DATASET RECORDS:
#####
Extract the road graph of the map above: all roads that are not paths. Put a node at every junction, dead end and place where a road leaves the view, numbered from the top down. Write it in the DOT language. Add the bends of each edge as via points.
#####
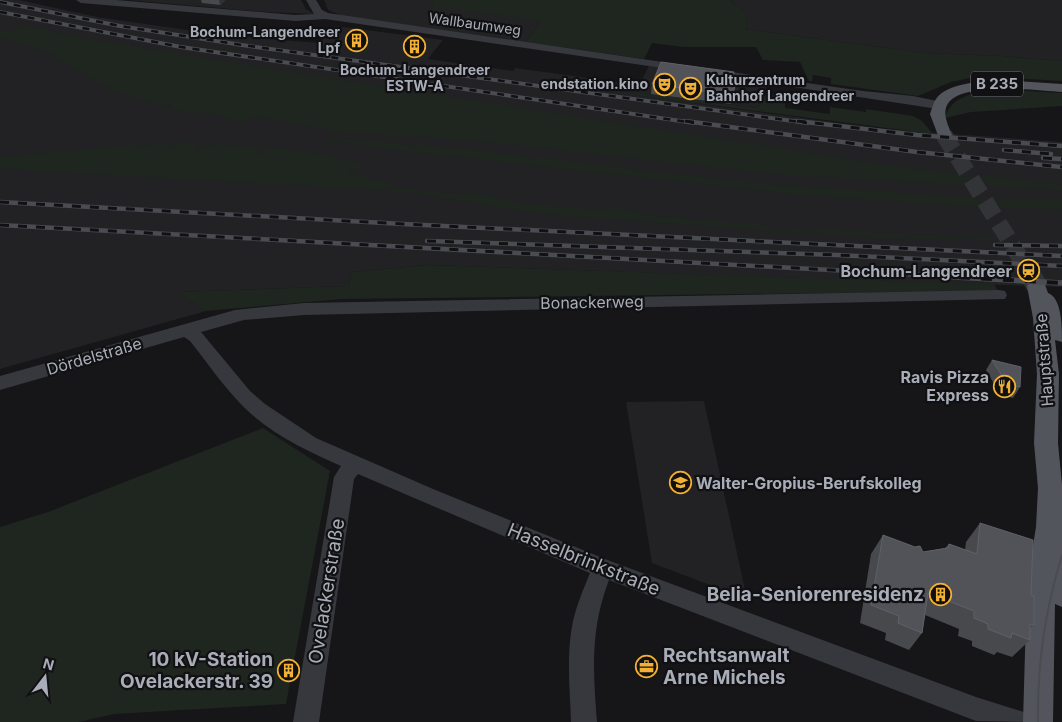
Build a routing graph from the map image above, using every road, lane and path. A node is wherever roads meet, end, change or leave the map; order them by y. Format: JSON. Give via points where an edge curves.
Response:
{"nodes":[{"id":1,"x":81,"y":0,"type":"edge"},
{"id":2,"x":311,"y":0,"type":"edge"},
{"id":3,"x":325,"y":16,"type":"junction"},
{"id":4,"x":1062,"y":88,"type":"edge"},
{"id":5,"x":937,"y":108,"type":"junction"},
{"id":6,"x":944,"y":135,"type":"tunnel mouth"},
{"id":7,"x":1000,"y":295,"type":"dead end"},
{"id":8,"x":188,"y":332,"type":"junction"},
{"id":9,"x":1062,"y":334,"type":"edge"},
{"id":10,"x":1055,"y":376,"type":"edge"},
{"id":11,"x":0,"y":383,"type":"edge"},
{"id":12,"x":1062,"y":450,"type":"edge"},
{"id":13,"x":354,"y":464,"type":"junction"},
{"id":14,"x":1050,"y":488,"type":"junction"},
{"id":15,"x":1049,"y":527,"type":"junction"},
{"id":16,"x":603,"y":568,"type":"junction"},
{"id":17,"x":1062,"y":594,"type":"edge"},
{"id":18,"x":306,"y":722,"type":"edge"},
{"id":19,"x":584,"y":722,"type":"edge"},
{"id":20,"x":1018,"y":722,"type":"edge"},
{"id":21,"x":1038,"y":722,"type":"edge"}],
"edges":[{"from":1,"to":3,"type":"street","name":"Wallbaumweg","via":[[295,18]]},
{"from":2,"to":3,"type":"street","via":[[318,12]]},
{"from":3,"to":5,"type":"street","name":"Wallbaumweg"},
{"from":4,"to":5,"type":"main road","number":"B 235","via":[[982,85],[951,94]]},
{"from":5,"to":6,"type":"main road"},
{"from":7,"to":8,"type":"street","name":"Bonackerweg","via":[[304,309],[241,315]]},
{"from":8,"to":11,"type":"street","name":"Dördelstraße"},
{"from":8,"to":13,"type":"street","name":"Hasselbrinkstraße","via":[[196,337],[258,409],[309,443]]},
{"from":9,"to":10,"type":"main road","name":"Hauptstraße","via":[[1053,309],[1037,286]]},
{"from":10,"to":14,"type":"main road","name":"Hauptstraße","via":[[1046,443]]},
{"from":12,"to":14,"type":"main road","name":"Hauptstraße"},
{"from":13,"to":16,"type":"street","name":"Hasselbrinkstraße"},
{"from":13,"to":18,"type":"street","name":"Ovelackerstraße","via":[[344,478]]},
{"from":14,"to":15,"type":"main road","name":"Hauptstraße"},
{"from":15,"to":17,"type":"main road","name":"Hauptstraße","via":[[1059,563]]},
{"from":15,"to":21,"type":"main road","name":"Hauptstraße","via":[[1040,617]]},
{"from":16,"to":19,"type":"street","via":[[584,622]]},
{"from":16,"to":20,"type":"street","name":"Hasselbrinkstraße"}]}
#####
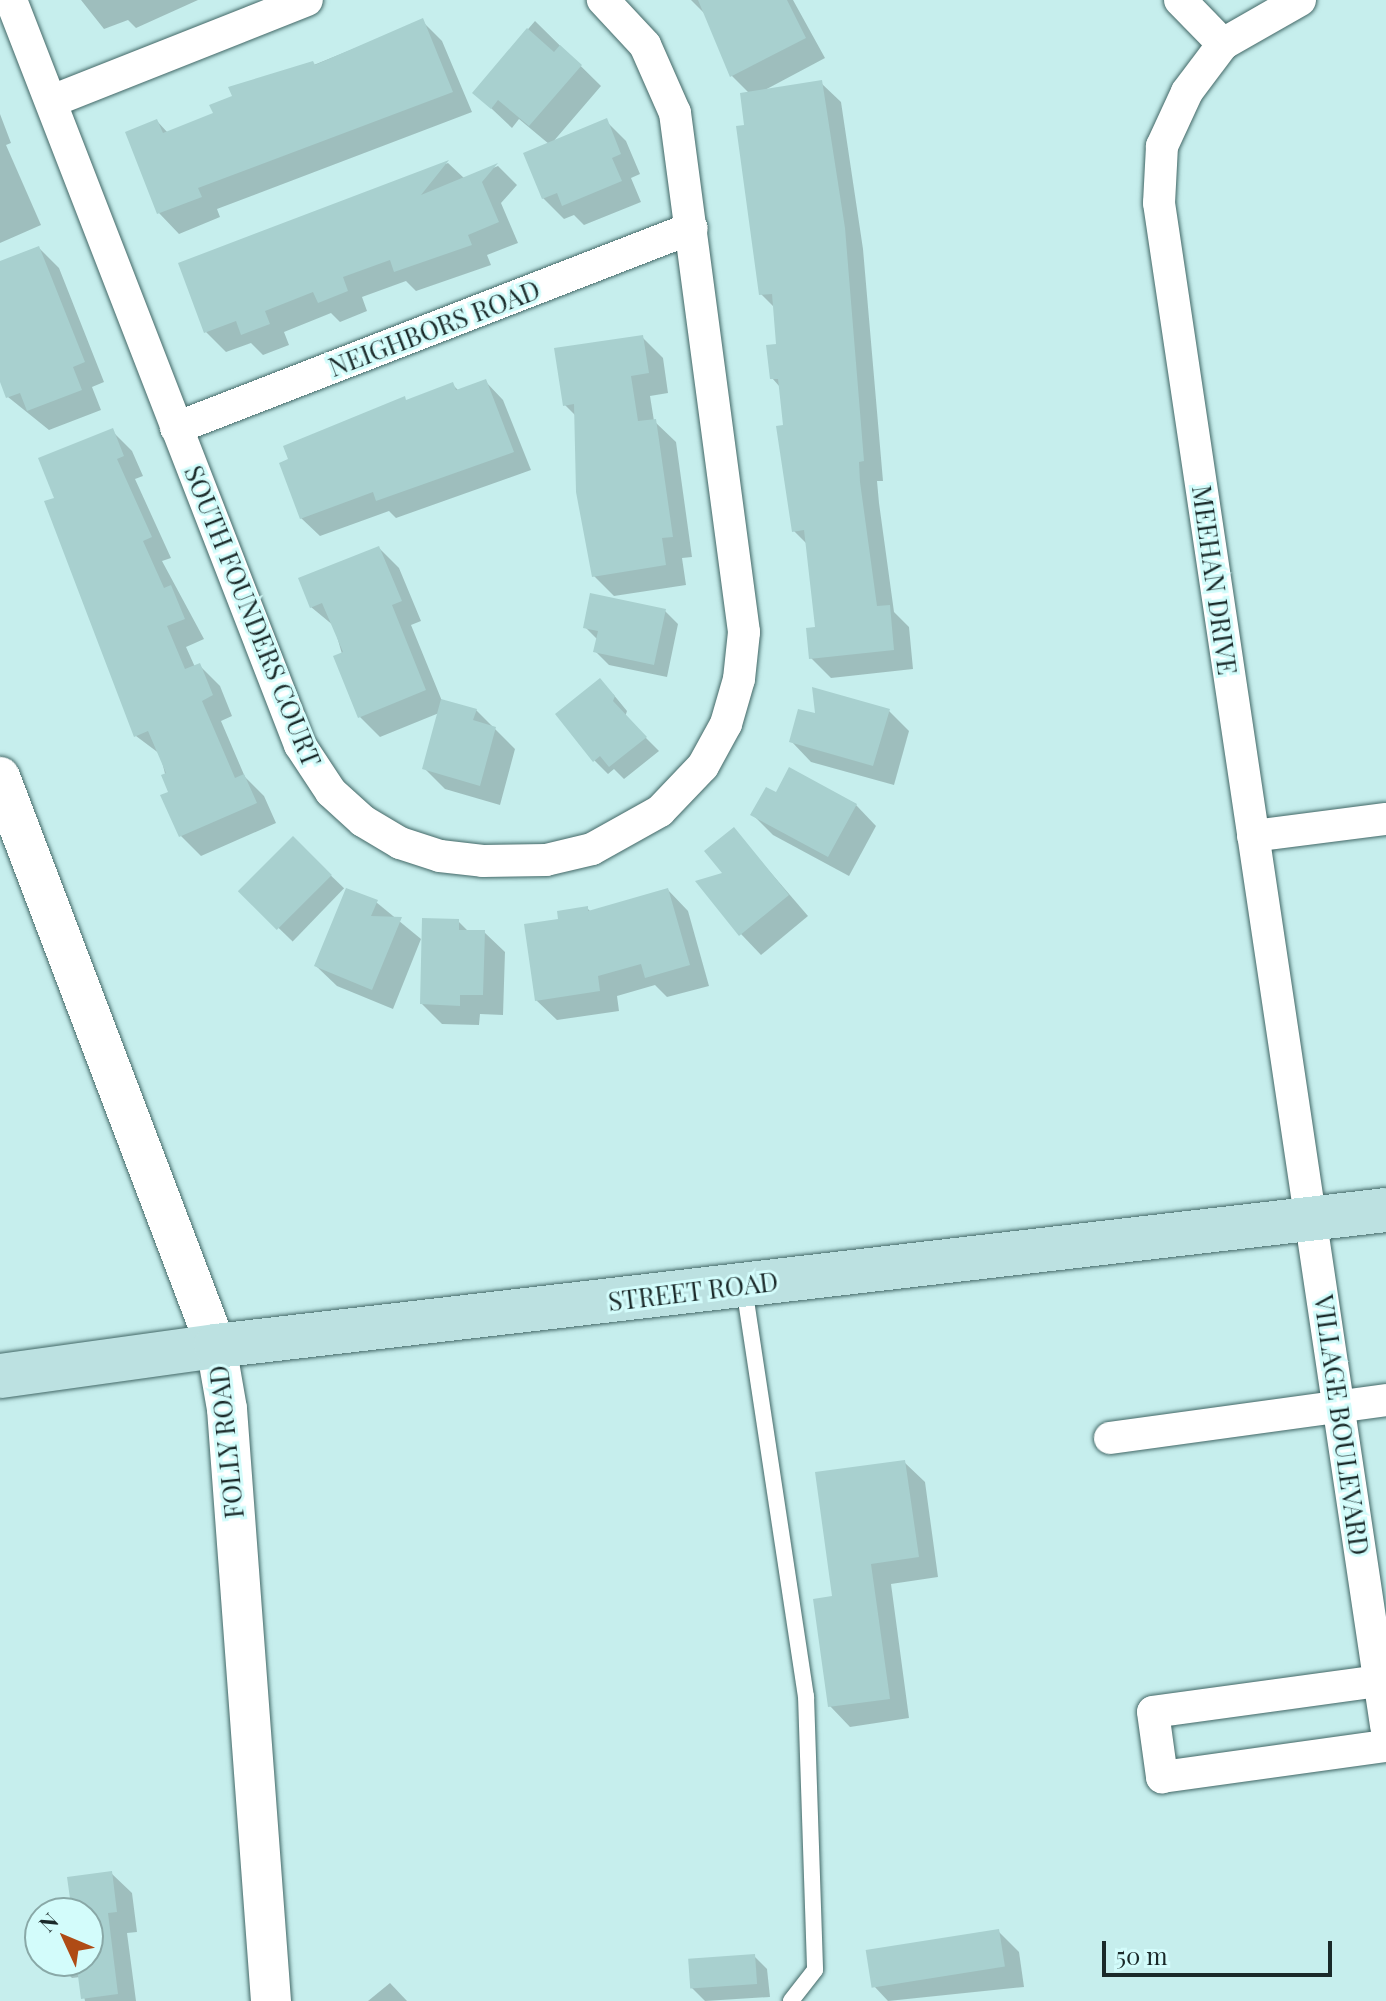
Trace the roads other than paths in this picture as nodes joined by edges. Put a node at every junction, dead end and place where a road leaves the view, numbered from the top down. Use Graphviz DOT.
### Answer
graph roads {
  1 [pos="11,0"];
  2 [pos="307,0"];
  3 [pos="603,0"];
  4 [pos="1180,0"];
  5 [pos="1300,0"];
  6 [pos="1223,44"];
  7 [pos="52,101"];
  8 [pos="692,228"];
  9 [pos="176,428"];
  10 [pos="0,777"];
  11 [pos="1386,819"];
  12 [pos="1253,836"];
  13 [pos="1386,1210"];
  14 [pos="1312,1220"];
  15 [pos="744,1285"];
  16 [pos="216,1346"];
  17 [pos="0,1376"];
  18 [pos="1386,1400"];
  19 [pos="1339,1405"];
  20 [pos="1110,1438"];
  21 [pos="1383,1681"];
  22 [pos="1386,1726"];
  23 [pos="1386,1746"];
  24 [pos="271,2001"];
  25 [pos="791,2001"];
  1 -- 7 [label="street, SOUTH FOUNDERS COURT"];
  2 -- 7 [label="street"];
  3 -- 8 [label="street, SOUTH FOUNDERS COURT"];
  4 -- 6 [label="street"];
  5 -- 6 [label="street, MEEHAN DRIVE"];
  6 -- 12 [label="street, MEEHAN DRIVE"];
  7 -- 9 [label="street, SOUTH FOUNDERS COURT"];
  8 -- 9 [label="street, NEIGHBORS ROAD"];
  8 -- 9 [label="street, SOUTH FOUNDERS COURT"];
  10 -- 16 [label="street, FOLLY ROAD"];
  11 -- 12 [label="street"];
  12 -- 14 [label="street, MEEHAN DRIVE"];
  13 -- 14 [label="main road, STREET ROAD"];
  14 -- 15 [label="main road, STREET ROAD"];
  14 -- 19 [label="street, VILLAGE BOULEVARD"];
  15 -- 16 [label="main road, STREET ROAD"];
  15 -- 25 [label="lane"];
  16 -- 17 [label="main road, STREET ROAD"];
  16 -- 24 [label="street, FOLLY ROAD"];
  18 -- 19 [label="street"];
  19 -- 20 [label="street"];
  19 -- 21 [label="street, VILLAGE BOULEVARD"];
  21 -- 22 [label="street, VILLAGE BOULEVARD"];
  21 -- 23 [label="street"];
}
#####
Every line above with the word "place" belongs in the answer, copied as written.

Extract the road graph of the map above: all roads that are not paths. Put a node at every junction, dead end and place where a road leaves the view, numbered from the top down. Write it in the DOT language. Add the bends of each edge as via points.
Trace the roads other than paths in this picture as nodes joined by edges. Put a node at every junction, dead end and place where a road leaves the view, numbered from the top down. Use Graphviz DOT.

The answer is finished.